- _Activity_
When a line in the listing below contains the word "roads", return a copy of that line.

++++ Extracted entries

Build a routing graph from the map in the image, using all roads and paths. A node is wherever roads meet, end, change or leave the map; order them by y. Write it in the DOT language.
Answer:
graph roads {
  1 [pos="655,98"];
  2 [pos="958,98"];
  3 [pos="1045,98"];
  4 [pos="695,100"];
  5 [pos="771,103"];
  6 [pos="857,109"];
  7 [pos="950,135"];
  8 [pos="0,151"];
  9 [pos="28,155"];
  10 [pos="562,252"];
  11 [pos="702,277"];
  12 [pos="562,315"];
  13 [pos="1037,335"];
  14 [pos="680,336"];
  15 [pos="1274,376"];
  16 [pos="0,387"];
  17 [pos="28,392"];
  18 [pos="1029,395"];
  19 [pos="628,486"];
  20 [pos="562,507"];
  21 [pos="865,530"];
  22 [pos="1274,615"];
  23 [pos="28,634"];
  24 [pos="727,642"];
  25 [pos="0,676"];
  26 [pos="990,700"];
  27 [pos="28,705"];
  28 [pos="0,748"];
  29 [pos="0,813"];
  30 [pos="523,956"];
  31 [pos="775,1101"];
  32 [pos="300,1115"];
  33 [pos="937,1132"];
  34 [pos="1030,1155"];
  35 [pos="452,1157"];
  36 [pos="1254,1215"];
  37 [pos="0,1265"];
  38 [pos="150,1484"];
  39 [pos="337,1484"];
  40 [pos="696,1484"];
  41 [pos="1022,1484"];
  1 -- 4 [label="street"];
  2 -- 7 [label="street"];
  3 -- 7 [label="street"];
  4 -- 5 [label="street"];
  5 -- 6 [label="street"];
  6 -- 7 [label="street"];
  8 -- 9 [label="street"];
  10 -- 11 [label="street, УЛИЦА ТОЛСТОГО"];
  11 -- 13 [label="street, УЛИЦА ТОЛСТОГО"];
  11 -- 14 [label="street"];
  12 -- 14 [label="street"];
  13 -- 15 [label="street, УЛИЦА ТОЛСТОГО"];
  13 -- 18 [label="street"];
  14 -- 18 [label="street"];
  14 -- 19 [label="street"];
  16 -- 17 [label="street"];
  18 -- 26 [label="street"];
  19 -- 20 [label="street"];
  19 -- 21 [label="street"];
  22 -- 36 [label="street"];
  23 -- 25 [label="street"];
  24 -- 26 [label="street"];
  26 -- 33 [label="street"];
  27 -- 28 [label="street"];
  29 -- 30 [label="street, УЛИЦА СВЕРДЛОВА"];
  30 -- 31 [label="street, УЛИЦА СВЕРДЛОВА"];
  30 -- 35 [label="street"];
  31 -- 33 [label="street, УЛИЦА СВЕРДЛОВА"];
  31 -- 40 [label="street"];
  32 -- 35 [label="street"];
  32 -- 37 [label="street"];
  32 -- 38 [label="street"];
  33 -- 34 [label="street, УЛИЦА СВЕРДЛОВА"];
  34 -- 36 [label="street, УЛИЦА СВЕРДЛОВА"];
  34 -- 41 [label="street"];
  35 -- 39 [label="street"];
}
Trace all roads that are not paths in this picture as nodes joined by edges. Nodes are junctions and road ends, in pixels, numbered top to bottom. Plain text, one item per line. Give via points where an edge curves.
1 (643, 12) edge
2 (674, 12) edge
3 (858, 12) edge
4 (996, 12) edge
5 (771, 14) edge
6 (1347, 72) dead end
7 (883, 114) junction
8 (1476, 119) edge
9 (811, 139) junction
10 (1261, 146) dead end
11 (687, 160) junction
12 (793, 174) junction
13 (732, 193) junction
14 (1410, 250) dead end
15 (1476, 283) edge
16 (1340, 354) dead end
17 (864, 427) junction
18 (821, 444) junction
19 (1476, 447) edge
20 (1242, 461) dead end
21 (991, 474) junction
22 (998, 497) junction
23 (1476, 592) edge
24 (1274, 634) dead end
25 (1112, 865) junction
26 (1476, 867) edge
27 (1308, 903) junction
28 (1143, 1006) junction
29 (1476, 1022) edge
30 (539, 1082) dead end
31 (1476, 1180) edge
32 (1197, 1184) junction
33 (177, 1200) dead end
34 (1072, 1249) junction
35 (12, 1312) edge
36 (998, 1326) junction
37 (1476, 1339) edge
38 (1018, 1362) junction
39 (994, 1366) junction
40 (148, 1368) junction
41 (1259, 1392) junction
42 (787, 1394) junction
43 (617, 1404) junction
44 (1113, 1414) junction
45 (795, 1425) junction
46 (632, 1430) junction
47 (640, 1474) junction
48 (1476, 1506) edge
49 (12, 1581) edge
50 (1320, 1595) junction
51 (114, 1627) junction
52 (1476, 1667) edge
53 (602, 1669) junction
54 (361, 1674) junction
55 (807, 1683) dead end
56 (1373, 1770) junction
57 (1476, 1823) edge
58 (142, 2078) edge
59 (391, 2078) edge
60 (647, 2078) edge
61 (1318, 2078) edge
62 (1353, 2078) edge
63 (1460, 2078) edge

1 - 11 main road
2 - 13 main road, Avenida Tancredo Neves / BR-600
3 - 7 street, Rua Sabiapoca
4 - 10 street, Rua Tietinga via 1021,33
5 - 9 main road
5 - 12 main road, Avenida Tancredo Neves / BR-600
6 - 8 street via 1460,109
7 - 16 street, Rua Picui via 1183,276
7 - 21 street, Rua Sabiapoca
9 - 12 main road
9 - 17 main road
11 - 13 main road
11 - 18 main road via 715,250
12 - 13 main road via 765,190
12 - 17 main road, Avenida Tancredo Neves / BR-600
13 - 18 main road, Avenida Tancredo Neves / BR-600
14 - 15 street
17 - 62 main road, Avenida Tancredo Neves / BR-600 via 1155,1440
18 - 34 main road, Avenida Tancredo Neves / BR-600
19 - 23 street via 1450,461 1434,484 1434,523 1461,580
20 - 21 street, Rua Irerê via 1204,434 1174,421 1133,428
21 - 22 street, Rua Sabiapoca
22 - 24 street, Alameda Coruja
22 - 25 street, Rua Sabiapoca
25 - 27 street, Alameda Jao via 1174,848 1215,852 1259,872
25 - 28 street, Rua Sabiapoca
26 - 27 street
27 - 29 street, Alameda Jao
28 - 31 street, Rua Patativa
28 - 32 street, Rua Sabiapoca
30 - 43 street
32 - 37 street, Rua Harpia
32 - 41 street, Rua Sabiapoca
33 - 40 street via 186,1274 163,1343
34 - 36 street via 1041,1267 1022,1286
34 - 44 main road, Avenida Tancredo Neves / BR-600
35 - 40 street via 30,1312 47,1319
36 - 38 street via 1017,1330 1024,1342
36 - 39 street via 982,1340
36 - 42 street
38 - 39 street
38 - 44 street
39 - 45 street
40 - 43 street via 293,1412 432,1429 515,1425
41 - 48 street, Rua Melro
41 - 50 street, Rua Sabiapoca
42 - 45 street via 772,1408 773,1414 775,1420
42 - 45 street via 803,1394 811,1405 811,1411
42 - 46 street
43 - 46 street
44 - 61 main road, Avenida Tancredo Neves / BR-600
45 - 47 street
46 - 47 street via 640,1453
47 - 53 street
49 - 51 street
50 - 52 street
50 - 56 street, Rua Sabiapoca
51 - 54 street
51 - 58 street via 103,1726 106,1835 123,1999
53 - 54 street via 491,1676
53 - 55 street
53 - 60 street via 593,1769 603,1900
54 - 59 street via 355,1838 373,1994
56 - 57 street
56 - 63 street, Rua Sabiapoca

++++++++

- _Written response_
Build a routing graph from the map in the image, using all roads and paths. A node is wherever roads meet, end, change or leave the map; order them by y. Write it in the DOT language.
graph roads {
Trace all roads that are not paths in this picture as nodes joined by edges. Nodes are junctions and road ends, in pixels, numbered top to bottom. Plain text, one item per line. Give via points where an edge curves.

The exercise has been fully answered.